Tassa sui robot? Tutti sono contrari, ma il problema sollevato da Bill Gates è reale

di Luigi Dell’Olio ♦ Industria italiana ha interpellato Confindustria, Sindacati e i protagonisti dell’automazione (Kuka, Fanuc, Comau). Tutti – tranne Carmelo Barbagallo della Uil – sono contrari e ritengono impropria  la tassa. Ma il tema occupazionale esiste eccome

Il dibattito mondiale è stato aperto da Bill Gates, che in una intervista al giornale americano Quartz  ha suggerito: tassiamo i robot come se fossero operai umani, in questo modo otterremo da loro le risorse necessarie per pagare il welfare e i servizi di pubblica utilità. Anche perché, nel mondo, potrebbero venirsi a creare decine di milioni di disoccupati. Del resto, secondo uno studio di McKinsey, il 45% degli impieghi attualmente svolti dalle persone potrebbe essere automatizzato a lungo termine.







La proposta del fondatore di Microsoft, ieri imprenditore di successo storico e planetario e oggi sostanzialmente filantropo a tempo pieno, trova sostegno solo tra gli estremisti di destra e sinistra, o tra alcuni leader di movimenti di protesta, come i 5 Stelle. Nei fatti non solo è inattuabile, ma avrebbe l’effetto di distruggere valore economico, nonché sociale. Tuttavia la proposta (provocazione) ha avuto un merito: attirare l’attenzione dell’opinione pubblica mondiale sul problema occupazionale che l’automazione potrebbe creare nelle fasi di passaggio. Un problema che è esclusivamente politico, non certo aziendale. Ma comunque un problema enorme. A tale proposito, Industria Italiana ha interpellato Confindustria, Sindacati e i protagonisti dell’automazione (Kuka, Fanuc, Comau). Tutti, come ci si poteva aspettare, dicono no. Ma le motivazione del no sono comunque di grande interesse.
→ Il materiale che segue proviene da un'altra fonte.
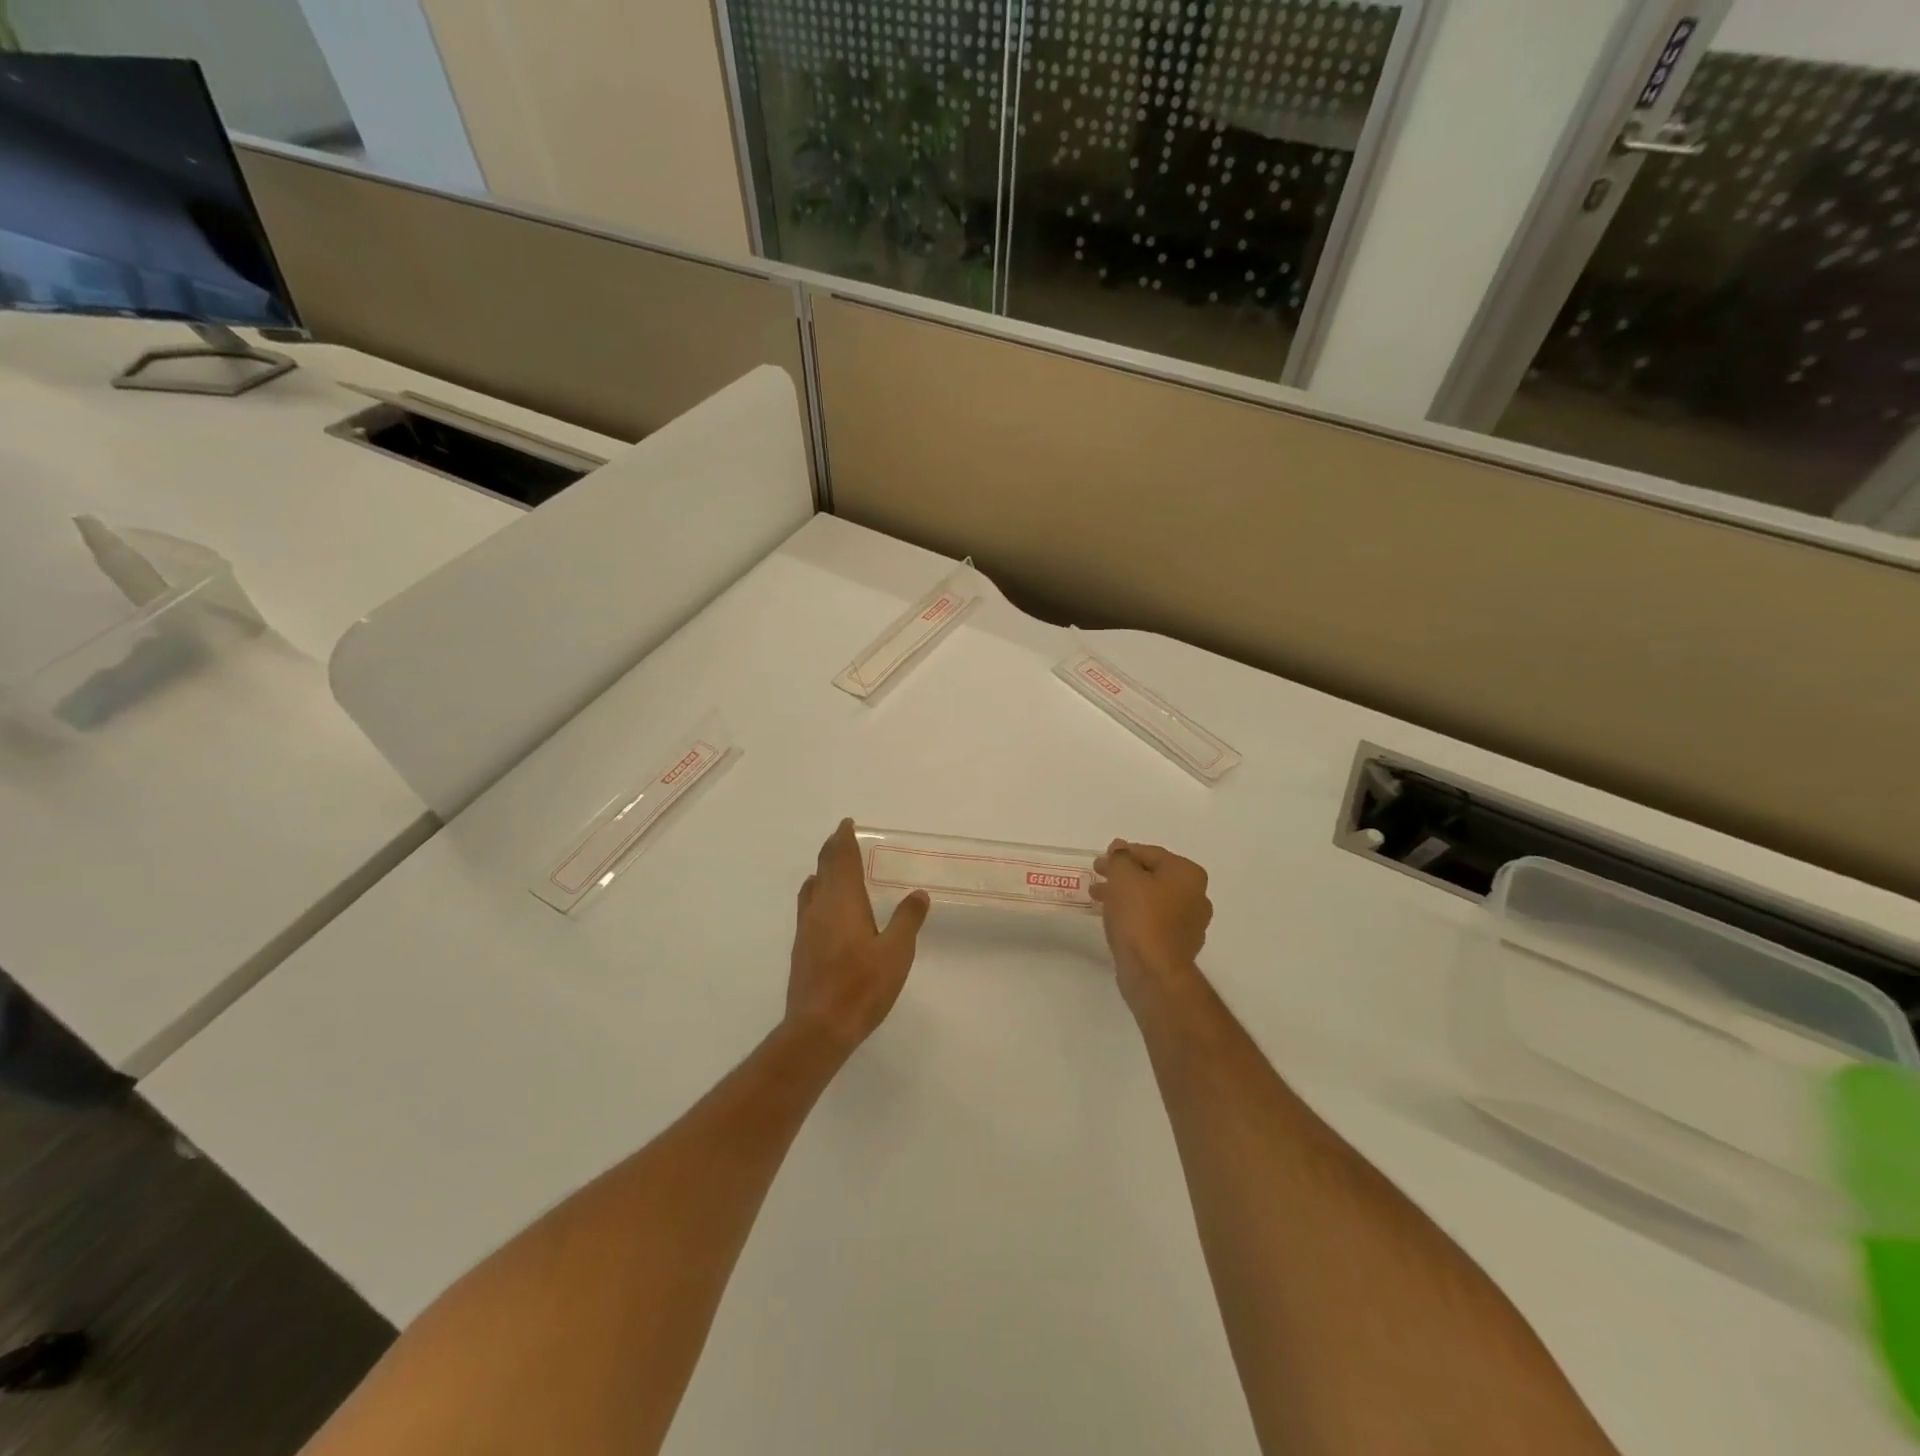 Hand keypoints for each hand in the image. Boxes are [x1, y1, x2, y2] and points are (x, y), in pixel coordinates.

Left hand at [787, 819, 929, 1052]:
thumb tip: (918, 894)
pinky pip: (809, 906)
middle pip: (824, 869)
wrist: (819, 1028)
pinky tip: (825, 907)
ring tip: (834, 867)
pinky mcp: (802, 948)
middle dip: (833, 849)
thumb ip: (907, 920)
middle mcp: (820, 908)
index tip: (847, 824)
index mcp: (843, 901)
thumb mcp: (896, 952)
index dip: (844, 840)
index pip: (842, 860)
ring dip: (823, 871)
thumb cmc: (862, 986)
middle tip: (842, 837)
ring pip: (813, 887)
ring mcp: (807, 928)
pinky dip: (818, 893)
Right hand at [1091, 841, 1211, 1011]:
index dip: (1122, 854)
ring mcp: (1190, 923)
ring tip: (1099, 899)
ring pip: (1152, 899)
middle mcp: (1196, 895)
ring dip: (1126, 895)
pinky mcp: (1179, 945)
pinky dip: (1135, 915)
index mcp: (1188, 874)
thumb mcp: (1123, 877)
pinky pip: (1154, 921)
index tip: (1100, 861)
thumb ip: (1120, 858)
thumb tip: (1120, 848)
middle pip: (1153, 876)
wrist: (1153, 971)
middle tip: (1098, 877)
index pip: (1151, 853)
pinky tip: (1116, 919)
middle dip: (1123, 876)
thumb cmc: (1140, 916)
Alberto Baban: soluzione che non ha possibilità di realizzazione

«Mi sembra palesemente una sciocchezza. Uno che ha costruito il suo successo sulle nuove tecnologie non può pensare di risolvere un problema enorme con una soluzione che non ha alcuna possibilità di realizzazione». Raggiunto da Industria Italiana, Alberto Baban, presidente della Piccola Industria di Confindustria non si risparmia, bocciando senza riserve la proposta avanzata da Bill Gates di tassare i robot che sostituiscono i lavoratori in carne e ossa. «Se però il fondatore di Microsoft lo ha fatto per creare un dibattito sul tema, la prospettiva cambia» avverte. «Infatti in queste settimane il tema è diventato di dominio comune ed è giusto che sia così. Nei prossimi mesi e anni vi sarà sempre più automazione nell’industria, il che offre possibilità, ma crea anche grandi sfide al mondo del lavoro. Occorre ideare soluzioni per chi perde il lavoro, andando al di là della boutade relativa alla tassa sui robot».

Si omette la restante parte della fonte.